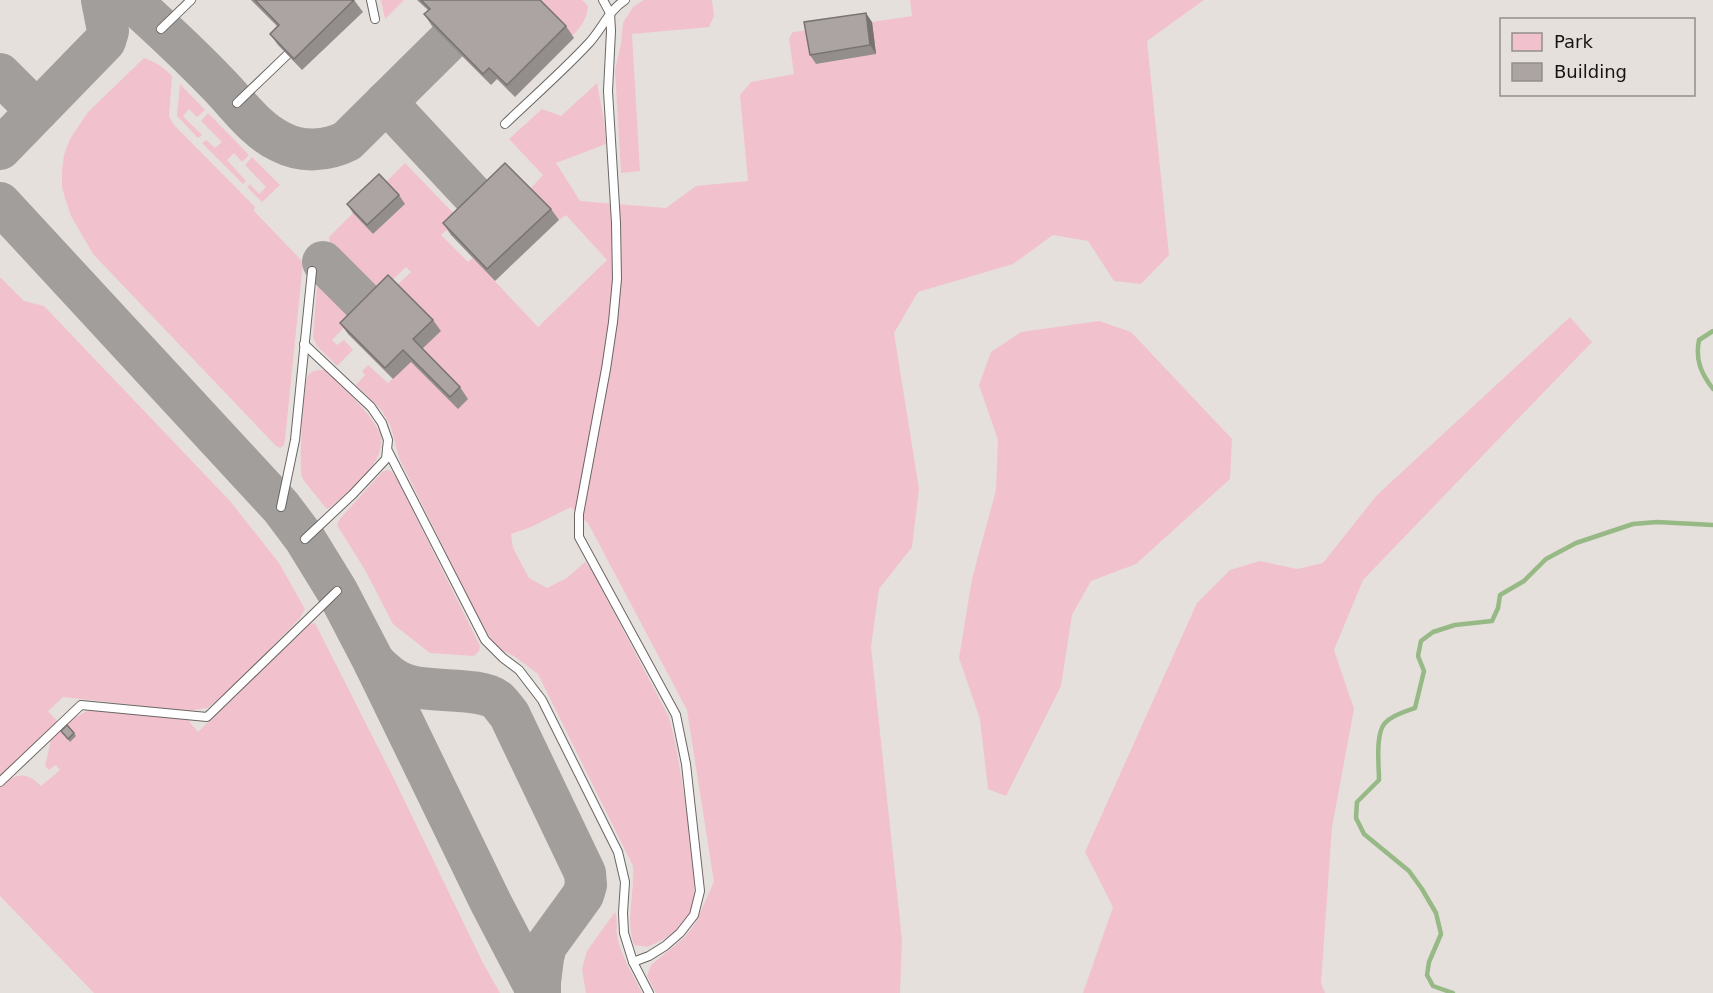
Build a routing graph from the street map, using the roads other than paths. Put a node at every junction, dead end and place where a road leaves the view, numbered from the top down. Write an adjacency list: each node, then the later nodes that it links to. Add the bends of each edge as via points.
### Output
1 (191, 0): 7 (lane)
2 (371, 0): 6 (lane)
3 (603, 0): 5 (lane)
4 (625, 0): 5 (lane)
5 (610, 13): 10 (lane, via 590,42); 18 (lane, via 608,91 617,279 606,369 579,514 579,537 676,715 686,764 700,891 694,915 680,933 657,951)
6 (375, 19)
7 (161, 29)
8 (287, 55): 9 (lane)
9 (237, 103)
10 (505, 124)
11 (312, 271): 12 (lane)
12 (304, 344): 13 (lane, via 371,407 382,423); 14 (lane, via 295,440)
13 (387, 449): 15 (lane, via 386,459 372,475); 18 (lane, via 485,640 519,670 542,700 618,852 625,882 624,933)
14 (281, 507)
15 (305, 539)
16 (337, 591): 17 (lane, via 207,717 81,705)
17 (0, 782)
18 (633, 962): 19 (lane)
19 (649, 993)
::::::
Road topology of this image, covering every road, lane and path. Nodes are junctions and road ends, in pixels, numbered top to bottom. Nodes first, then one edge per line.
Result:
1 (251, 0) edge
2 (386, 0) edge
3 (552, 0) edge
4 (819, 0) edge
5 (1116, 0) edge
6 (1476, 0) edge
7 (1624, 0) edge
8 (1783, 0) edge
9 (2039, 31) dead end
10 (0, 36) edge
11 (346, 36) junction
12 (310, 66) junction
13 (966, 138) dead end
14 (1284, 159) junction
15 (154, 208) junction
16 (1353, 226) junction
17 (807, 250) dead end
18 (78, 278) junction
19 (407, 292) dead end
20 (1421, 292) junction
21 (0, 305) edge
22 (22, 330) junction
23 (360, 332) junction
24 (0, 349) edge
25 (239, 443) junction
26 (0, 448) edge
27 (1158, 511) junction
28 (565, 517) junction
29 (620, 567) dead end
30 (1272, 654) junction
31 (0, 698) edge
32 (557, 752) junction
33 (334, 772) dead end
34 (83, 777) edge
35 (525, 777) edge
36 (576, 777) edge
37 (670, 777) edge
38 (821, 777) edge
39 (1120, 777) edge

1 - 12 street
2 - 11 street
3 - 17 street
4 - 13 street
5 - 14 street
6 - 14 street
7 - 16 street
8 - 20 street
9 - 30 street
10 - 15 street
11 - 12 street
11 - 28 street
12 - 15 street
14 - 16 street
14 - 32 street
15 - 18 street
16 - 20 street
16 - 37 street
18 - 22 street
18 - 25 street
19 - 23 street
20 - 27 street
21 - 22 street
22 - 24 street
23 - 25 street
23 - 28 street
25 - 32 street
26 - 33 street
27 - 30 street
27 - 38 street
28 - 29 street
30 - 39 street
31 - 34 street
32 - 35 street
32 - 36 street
::::::
For the listing above, state the number of lines that contain the word "every" and nothing more.

2